| 50 twarzy | M. Kot

W każdym razie, chcę w tym shocie pokazać kilka twarzy Maćka 😁 Jak w tytule 😂 Może nie aż 50, ale kilka.

{1411}

- Jesteś? - blondyn wszedł do pokoju Polaka. Ten się nie odezwał, więc chłopak dopiero po chwili dostrzegł, że Maciek siedzi na parapecie, oparty ramieniem o szybę i palił papierosa. - Coś się stało? - podszedł bliżej swojego przyjaciela/chłopaka/partnera/ kochanka. Niepotrzebne skreślić. - Maciek - złapał go za rękę, chcąc zwrócić na siebie jego uwagę, co udało mu się osiągnąć, lecz Kot nic nie powiedział tylko patrzył. Wtedy Austriak dostrzegł coś dziwnego w jego oczach. Jakąś dziwną determinację. - Co się stało?

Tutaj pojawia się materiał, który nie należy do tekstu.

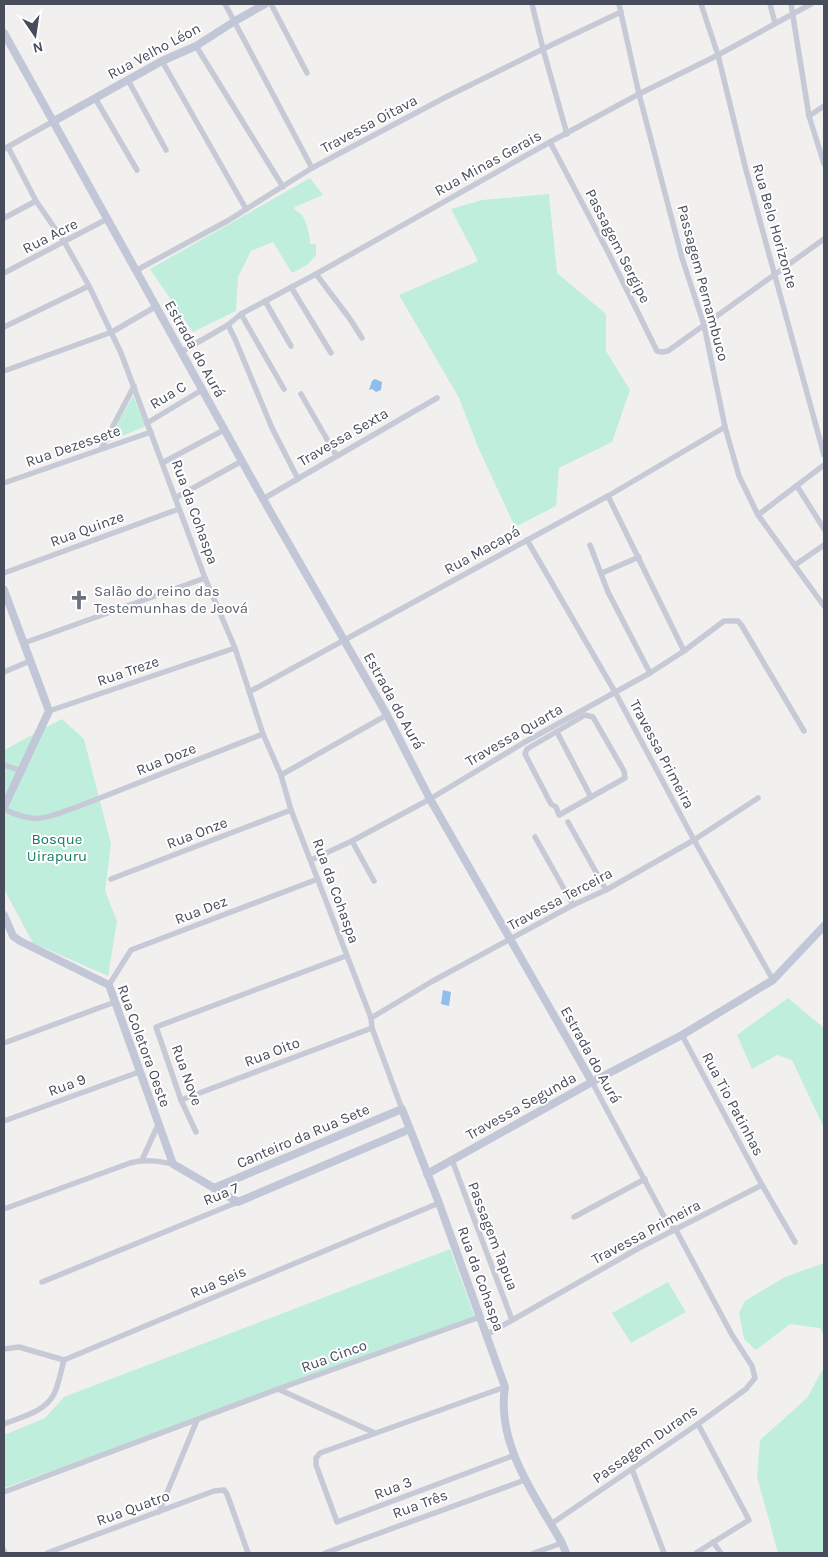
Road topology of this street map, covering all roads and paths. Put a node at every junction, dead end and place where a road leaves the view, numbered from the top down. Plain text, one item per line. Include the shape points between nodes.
1 (225, 4) edge
2 (265, 4) edge
3 (271, 4) edge
4 (532, 4) edge
5 (619, 4) edge
6 (701, 4) edge
7 (770, 4) edge
8 (791, 4) edge
9 (811, 4) edge
10 (621, 12) junction
11 (793, 13) junction
12 (235, 21) junction
13 (775, 23) junction
14 (4, 33) edge
15 (196, 46) junction
16 (543, 49) junction
17 (718, 55) junction
18 (162, 61) junction
19 (307, 73) dead end
20 (128, 80) junction
21 (639, 94) junction
22 (95, 98) junction
23 (824, 106) edge
24 (809, 116) junction
25 (54, 121) junction
26 (567, 134) junction
27 (550, 142) junction
28 (6, 148) edge
29 (166, 150) dead end
30 (824, 164) edge
31 (312, 168) junction
32 (137, 170) dead end
33 (283, 187) junction
34 (36, 201) junction
35 (246, 209) junction
36 (4, 218) edge
37 (107, 219) junction
38 (824, 238) edge
39 (64, 243) junction
40 (136, 270) junction
41 (4, 273) edge
42 (316, 274) junction
43 (775, 274) junction
44 (89, 286) junction
45 (291, 287) junction
46 (265, 301) junction
47 (155, 307) junction
48 (241, 314) junction
49 (228, 325) junction
50 (704, 325) junction
51 (4, 327) edge
52 (112, 332) junction
53 (362, 338) dead end
54 (291, 346) dead end
55 (181, 352) junction
56 (331, 353) dead end
57 (4, 371) edge
58 (134, 386) junction
59 (284, 389) dead end
60 (202, 390) junction
61 (301, 394) dead end
62 (437, 398) dead end
63 (147, 422) junction
64 (725, 427) junction
65 (224, 430) junction
66 (151, 432) junction
67 (101, 449) junction
68 (336, 455) junction
69 (824, 455) edge
70 (242, 461) junction
71 (162, 463) junction
72 (824, 465) edge
73 (298, 479) junction
74 (4, 483) edge
75 (797, 486) junction
76 (608, 496) junction
77 (175, 498) junction
78 (263, 499) junction
79 (179, 509) junction
80 (758, 515) junction
81 (824, 529) edge
82 (527, 540) junction
83 (590, 545) dead end
84 (824, 545) edge
85 (639, 557) junction
86 (795, 565) junction
87 (4, 573) edge
88 (602, 573) junction
89 (205, 578) junction
90 (4, 590) edge
91 (824, 606) edge
92 (344, 640) junction
93 (24, 643) junction
94 (235, 648) junction
95 (684, 651) junction
96 (30, 661) junction
97 (4, 672) edge
98 (650, 673) junction
99 (248, 692) junction
100 (615, 692) junction
101 (49, 710) junction
102 (387, 716) junction
103 (804, 730) dead end
104 (557, 732) junction
105 (264, 734) junction
106 (525, 742) junction
107 (527, 749) junction
108 (4, 765) edge
109 (22, 771) junction
110 (281, 774) junction
111 (590, 797) junction
112 (758, 798) dead end
113 (430, 799) junction
114 (4, 808) edge
115 (291, 810) junction
116 (568, 822) dead end
117 (535, 837) dead end
118 (694, 840) junction
119 (352, 841) junction
120 (311, 860) junction
121 (111, 879) dead end
122 (318, 879) junction
123 (374, 881) dead end
124 (606, 890) junction
125 (574, 904) junction
126 (4, 915) edge
127 (824, 926) edge
128 (510, 940) junction
129 (346, 956) junction
130 (773, 980) junction
131 (109, 985) junction
132 (115, 1002) junction
133 (371, 1018) junction
134 (156, 1027) joint
135 (372, 1028) junction
136 (682, 1036) junction
137 (4, 1043) edge
138 (139, 1072) junction
139 (592, 1082) junction
140 (181, 1100) junction
141 (402, 1109) junction
142 (4, 1121) edge
143 (158, 1126) junction
144 (410, 1129) junction
145 (196, 1132) dead end
146 (142, 1160) junction
147 (452, 1160) junction
148 (173, 1164) junction
149 (427, 1174) junction
150 (644, 1179) junction
151 (762, 1185) junction
152 (214, 1188) junction
153 (238, 1202) junction
154 (439, 1204) junction
155 (4, 1209) edge
156 (574, 1217) dead end
157 (676, 1230) junction
158 (795, 1242) dead end
159 (42, 1282) dead end
160 (480, 1317) junction
161 (512, 1320) junction
162 (486, 1335) junction
163 (4, 1349) edge
164 (64, 1360) junction
165 (752, 1383) joint
166 (505, 1387) junction
167 (278, 1390) junction
168 (197, 1420) junction
169 (4, 1424) edge
170 (698, 1424) junction
171 (375, 1433) junction
172 (515, 1455) junction
173 (632, 1469) junction
174 (525, 1480) junction
175 (4, 1492) edge
176 (159, 1512) junction
177 (551, 1524) junction
178 (713, 1542) junction
179 (562, 1543) junction
180 (249, 1552) edge
181 (47, 1553) edge
182 (325, 1553) edge
183 (534, 1553) edge
184 (566, 1553) edge
185 (664, 1553) edge
186 (696, 1553) edge
187 (721, 1553) edge

1 - 12 street
2 - 12 street, Rua Velho Léon
3 - 19 street
4 - 16 street
5 - 10 street, Passagem Pernambuco
6 - 17 street, Rua Belo Horizonte
7 - 13 street
8 - 11 street
9 - 11 street, Rua Minas Gerais
10 - 16 street, Travessa Oitava
10 - 21 street, Passagem Pernambuco
11 - 13 street, Rua Minas Gerais
11 - 24 street
12 - 15 street, Rua Velho Léon
12 - 31 street
13 - 17 street, Rua Minas Gerais
14 - 25 street, Estrada do Aurá
15 - 18 street, Rua Velho Léon
15 - 33 street
16 - 26 street
16 - 31 street, Travessa Oitava
17 - 21 street, Rua Minas Gerais
17 - 43 street, Rua Belo Horizonte
18 - 20 street, Rua Velho Léon
18 - 35 street
20 - 22 street, Rua Velho Léon
20 - 29 street
21 - 26 street, Rua Minas Gerais
21 - 50 street, Passagem Pernambuco via 682,258
22 - 25 street, Rua Velho Léon
22 - 32 street
23 - 24 street
24 - 30 street
25 - 28 street
25 - 37 street, Estrada do Aurá
26 - 27 street, Rua Minas Gerais
27 - 42 street, Rua Minas Gerais
27 - 50 street, Passagem Sergipe via 657,351 668,351
28 - 34 street, Rua da Cohaspa
31 - 33 street, Travessa Oitava
33 - 35 street, Travessa Oitava
34 - 36 street
34 - 39 street, Rua da Cohaspa
35 - 40 street, Travessa Oitava
37 - 39 street, Rua Acre
37 - 40 street, Estrada do Aurá
38 - 43 street
39 - 41 street, Rua Acre
39 - 44 street, Rua da Cohaspa
40 - 47 street, Estrada do Aurá
42 - 45 street, Rua Minas Gerais
42 - 53 street
43 - 50 street
43 - 69 street, Rua Belo Horizonte
44 - 51 street
44 - 52 street, Rua da Cohaspa
45 - 46 street, Rua Minas Gerais
45 - 56 street
46 - 48 street, Rua Minas Gerais
46 - 54 street
47 - 52 street
47 - 55 street, Estrada do Aurá
48 - 49 street, Rua Minas Gerais
48 - 59 street
49 - 55 street, Rua Minas Gerais
49 - 73 street via 272,428
50 - 64 street, Passagem Pernambuco
52 - 57 street
52 - 58 street, Rua da Cohaspa
55 - 60 street, Estrada do Aurá
58 - 63 street, Rua da Cohaspa
58 - 67 street
60 - 63 street, Rua C
60 - 65 street, Estrada do Aurá
61 - 68 street
62 - 68 street, Travessa Sexta
63 - 66 street, Rua da Cohaspa
64 - 76 street, Rua Macapá
64 - 80 street, Passagem Pernambuco via 739,476
65 - 70 street, Estrada do Aurá
65 - 71 street
66 - 67 street, Rua Dezessete
66 - 71 street, Rua da Cohaspa
67 - 74 street, Rua Dezessete
68 - 73 street, Travessa Sexta
70 - 77 street
70 - 78 street, Estrada do Aurá
71 - 77 street, Rua da Cohaspa
72 - 75 street
73 - 78 street, Travessa Sexta
75 - 80 street
75 - 81 street
76 - 82 street, Rua Macapá
76 - 85 street
77 - 79 street, Rua da Cohaspa
78 - 92 street, Estrada do Aurá
79 - 87 street, Rua Quinze
79 - 89 street, Rua da Cohaspa
80 - 86 street, Passagem Pernambuco
82 - 92 street, Rua Macapá
82 - 100 street, Travessa Primeira
83 - 88 street
84 - 86 street
85 - 88 street
85 - 95 street
86 - 91 street, Passagem Pernambuco
88 - 98 street via 608,592
89 - 93 street
89 - 94 street, Rua da Cohaspa
90 - 93 street
92 - 99 street, Rua Macapá
92 - 102 street, Estrada do Aurá
93 - 96 street
94 - 99 street, Rua da Cohaspa
94 - 101 street, Rua Treze
95 - 98 street, Travessa Quarta
95 - 103 street, Travessa Quarta via 724,621 738,621
96 - 97 street
96 - 101 street
98 - 100 street, Travessa Quarta
99 - 105 street, Rua da Cohaspa
100 - 106 street, Travessa Quarta
100 - 118 street, Travessa Primeira
101 - 109 street
102 - 110 street
102 - 113 street, Estrada do Aurá
104 - 107 street
104 - 111 street
104 - 111 street via 585,715 593,717 624,771 625,778
105 - 110 street, Rua da Cohaspa
105 - 114 street, Rua Doze via 48,817 19,816
106 - 107 street
106 - 113 street, Travessa Quarta
107 - 111 street via 526,757 560,815
108 - 109 street
109 - 114 street
110 - 115 street, Rua da Cohaspa
112 - 118 street, Travessa Terceira
113 - 119 street, Travessa Quarta
113 - 128 street, Estrada do Aurá
115 - 120 street, Rua da Cohaspa
115 - 121 street, Rua Onze
116 - 124 street
117 - 125 street
118 - 124 street, Travessa Terceira
118 - 130 street, Travessa Primeira
119 - 120 street, Travessa Quarta
119 - 123 street
120 - 122 street, Rua da Cohaspa
122 - 129 street, Rua da Cohaspa
122 - 131 street, Rua Dez via 131,950
124 - 125 street, Travessa Terceira
125 - 128 street, Travessa Terceira
126 - 131 street, Rua Coletora Oeste via 20,942
127 - 130 street, Travessa Segunda
128 - 133 street, Travessa Terceira
128 - 139 street, Estrada do Aurá
129 - 133 street, Rua da Cohaspa
129 - 134 street, Rua da Cohaspa
130 - 136 street, Travessa Segunda
131 - 132 street, Rua Coletora Oeste
132 - 137 street
132 - 138 street, Rua Coletora Oeste
133 - 135 street, Rua da Cohaspa
134 - 140 street, Rua Nove
135 - 140 street, Rua Oito
135 - 141 street, Rua da Cohaspa
136 - 139 street, Travessa Segunda
136 - 151 street, Rua Tio Patinhas
138 - 142 street, Rua 9
138 - 143 street, Rua Coletora Oeste
139 - 147 street, Travessa Segunda
139 - 150 street, Estrada do Aurá
140 - 145 street, Rua Nove
141 - 144 street, Rua da Cohaspa
141 - 152 street, Canteiro da Rua Sete
143 - 146 street, Rua Coletora Oeste
143 - 148 street, Rua Coletora Oeste
144 - 149 street, Rua da Cohaspa
144 - 153 street, Rua 7
146 - 148 street
146 - 155 street
147 - 149 street, Travessa Segunda
147 - 161 street, Passagem Tapua
148 - 152 street
149 - 154 street, Rua da Cohaspa
150 - 156 street
150 - 157 street, Estrada do Aurá via 667,1222
151 - 157 street, Travessa Primeira
151 - 158 street
152 - 153 street
153 - 159 street, Rua 7
154 - 160 street, Rua da Cohaspa
154 - 164 street, Rua Seis
157 - 161 street, Travessa Primeira
157 - 165 street, Estrada do Aurá via 752,1366 755,1376
160 - 162 street, Rua da Cohaspa
160 - 167 street, Rua Cinco
161 - 162 street, Travessa Primeira
162 - 166 street, Rua da Cohaspa
163 - 164 street via 19,1347
164 - 169 street via 50,1400 41,1408
165 - 170 street, Passagem Durans
166 - 171 street
166 - 172 street, Rua da Cohaspa via 504,1410
167 - 168 street, Rua Cinco
167 - 171 street
168 - 175 street, Rua Cinco
168 - 176 street
170 - 173 street, Passagem Durans
170 - 178 street via 749,1520
171 - 172 street, Rua 3 via 320,1453 316,1458 337,1522
172 - 174 street, Rua da Cohaspa
173 - 177 street, Passagem Durans
173 - 185 street
174 - 177 street, Rua da Cohaspa
174 - 182 street, Rua Três
176 - 180 street, Rua Quatro via 224,1490
176 - 181 street, Rua Quatro
177 - 179 street, Rua da Cohaspa
178 - 186 street
178 - 187 street
179 - 183 street
179 - 184 street, Rua da Cohaspa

- Myślałem o tobie - zaciągnął się papierosem, a dym wypuścił swojemu rozmówcy w twarz.

- O mnie? - zapytał zdziwiony Michael. Nie spodziewał się tego, wiedział, że z Maćkiem łączy go tylko seks. Praktycznie ze sobą nie rozmawiali. - I co wymyśliłeś?

- Że więcej się nie spotkamy - zaciągnął się papierosem po raz ostatni, a niedopałek wyrzucił przez uchylone okno. Hayböck zabrał dłoń z jego ramienia.

- Dlaczego? - wyszeptał blondyn. Sądził, że było im razem dobrze. Myślał, że zadowala Maćka, że może kiedyś... Miał nadzieję, że Polak, kiedyś poczuje do niego coś więcej i może nawet zostaną parą. Miał nadzieję, że będzie mu wystarczał, że Maciej przestanie być z Andim i spotykać się też z Danielem i Dawidem. Że skończy z otwartym związkiem.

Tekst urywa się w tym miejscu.